The log force is what allows busy extents to be resolved - busy
extents have to be committed to stable storage before they can be
removed from the busy extent tree.

If online discards are not enabled, busy extents are resolved
directly in journal IO completion - the log force waits for this to
occur. In this case, pag->pagb_gen will have already incremented to
indicate progress has been made, and we should never wait in the
loop after the log force. The only time we do that is when the
current transaction holds busy extents itself, and hence if the
current tx holds busy extents we should not wait beyond the log
force....

If online discards are enabled, then they'll be scheduled by journal
IO completion. i.e. waiting on the log force guarntees pending
discards have been scheduled and they'll start completing soon after
the log force returns. When they complete they'll start incrementing
pag->pagb_gen. This is the case the pag->pagb_gen wait loop exists
for - it waits for a discard to complete and resolve the busy extent
in it's IO compeltion routine. At which point the allocation attempt
can restart.

However, the same caveat about the current tx holding
busy extents still exists - we can't tell the difference between
"discards scheduled but not completed" and "no busy extents to
resolve" in the flush code. Hence regardless of the online discard
feature state, we should not be waiting on busy extent generation
changes if we hold busy extents in the transaction....
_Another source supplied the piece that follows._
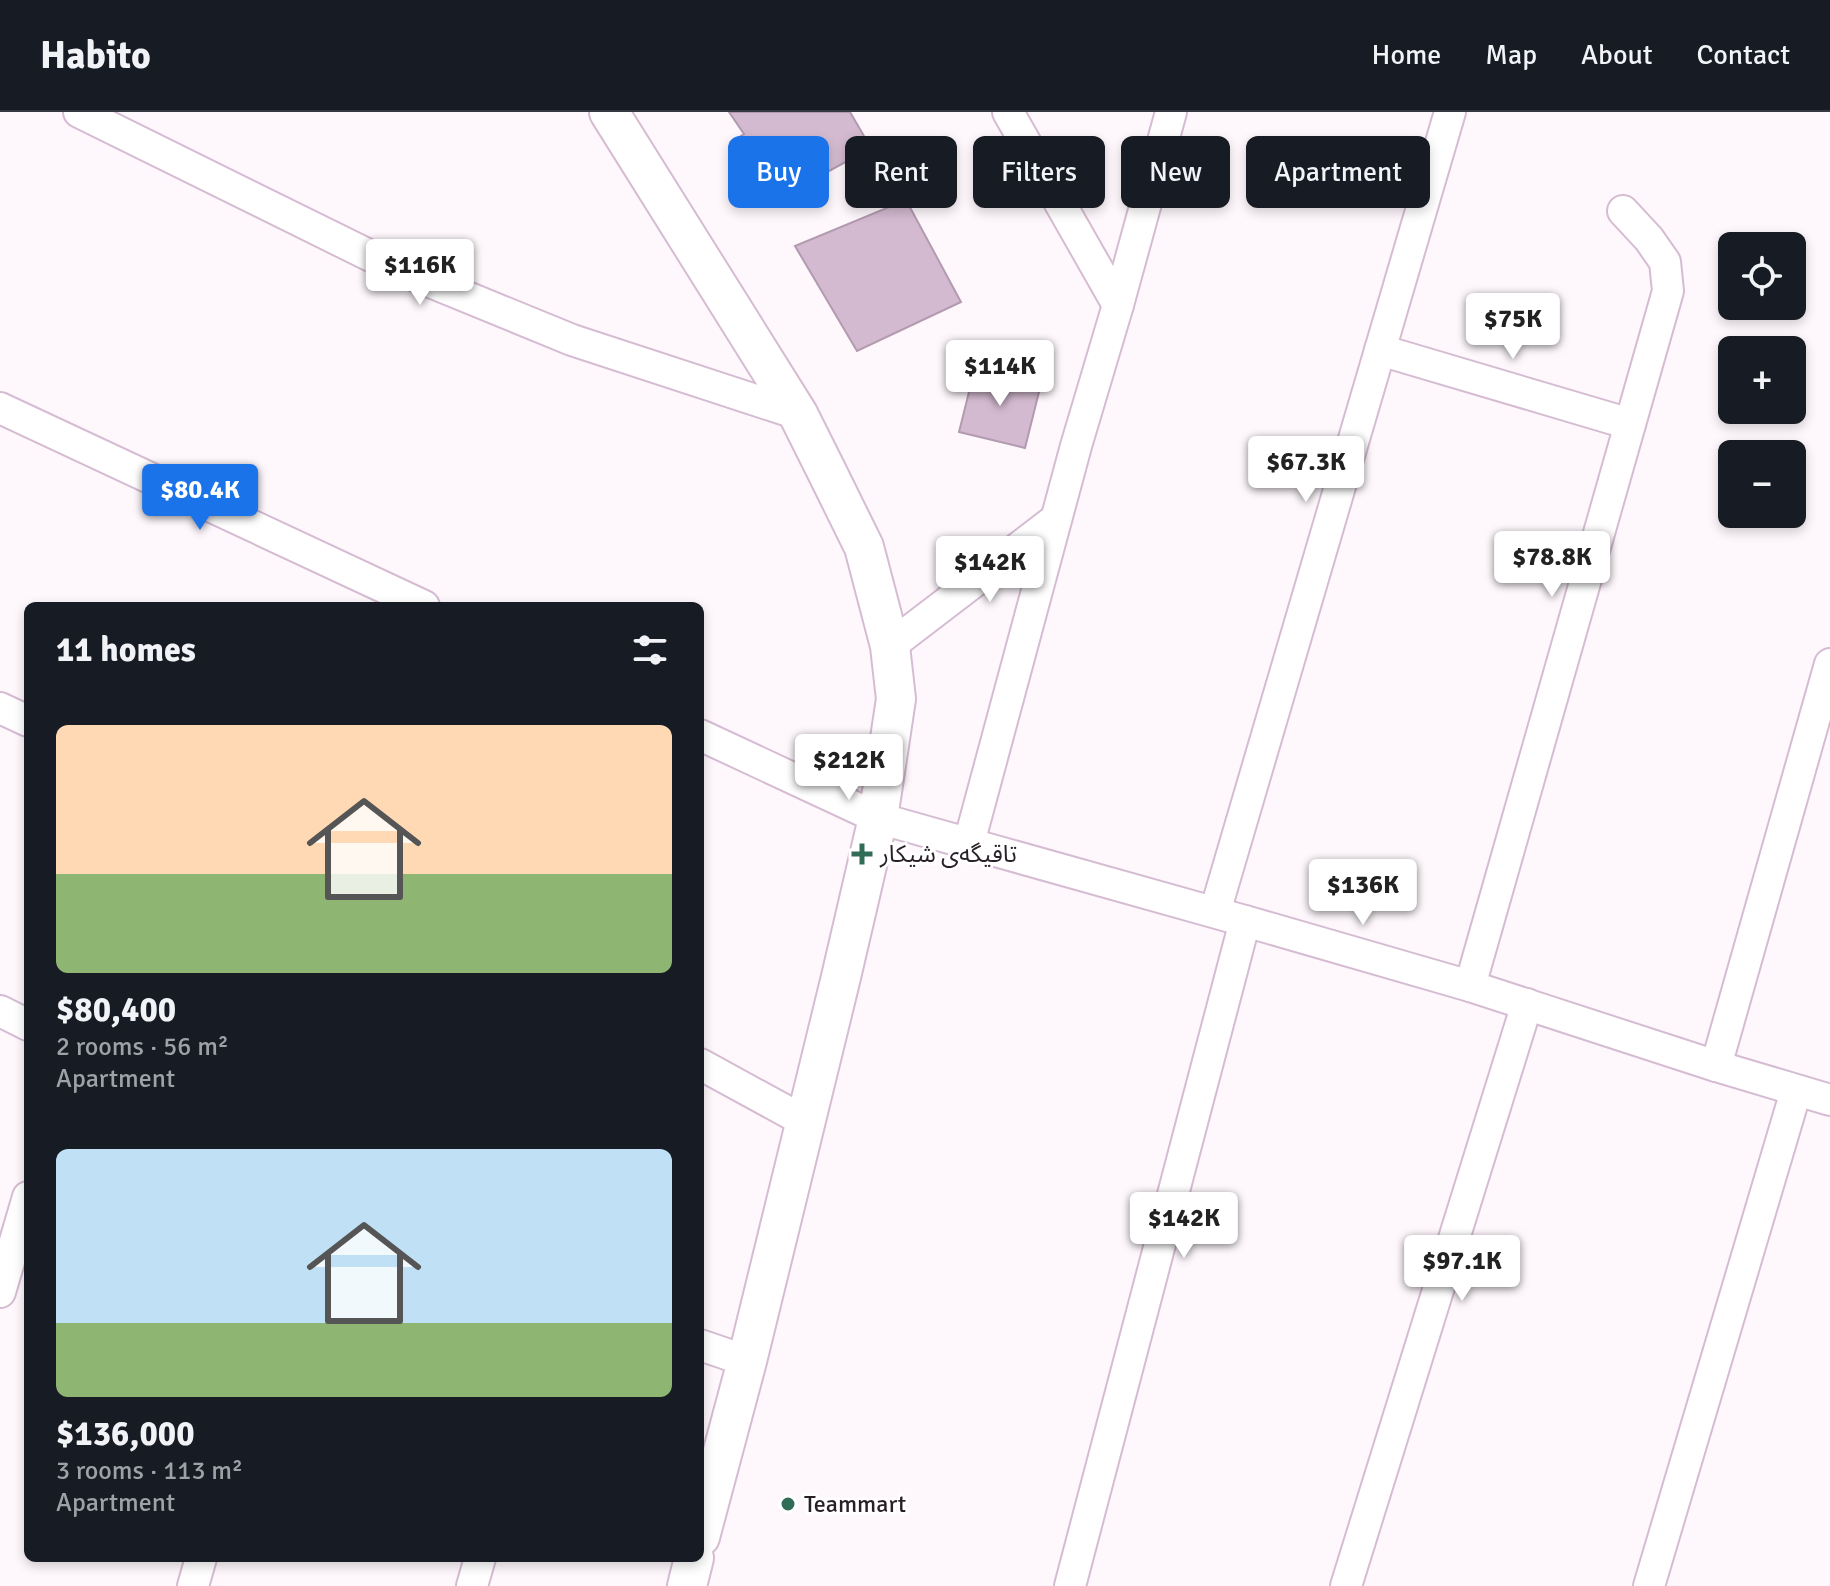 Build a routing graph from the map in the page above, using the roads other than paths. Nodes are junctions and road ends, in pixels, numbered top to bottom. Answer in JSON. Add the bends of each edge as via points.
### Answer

IOWs, the TRY_FLUSH code reflects the fact that for most users, the
log force resolves the busy extents, not the wait loop on
pag->pagb_gen changing. The wait loop only really kicks in when
online discard is active, and in that case we really do want to
retry allocation without waiting for (potentially very slow)
discards to complete first. We'll do that "wait for discards" the
second time we fail to find a non-busy extent....

Cheers,

Dave.
-- 
Dave Chinner
david@xxxxxxxxxxxxx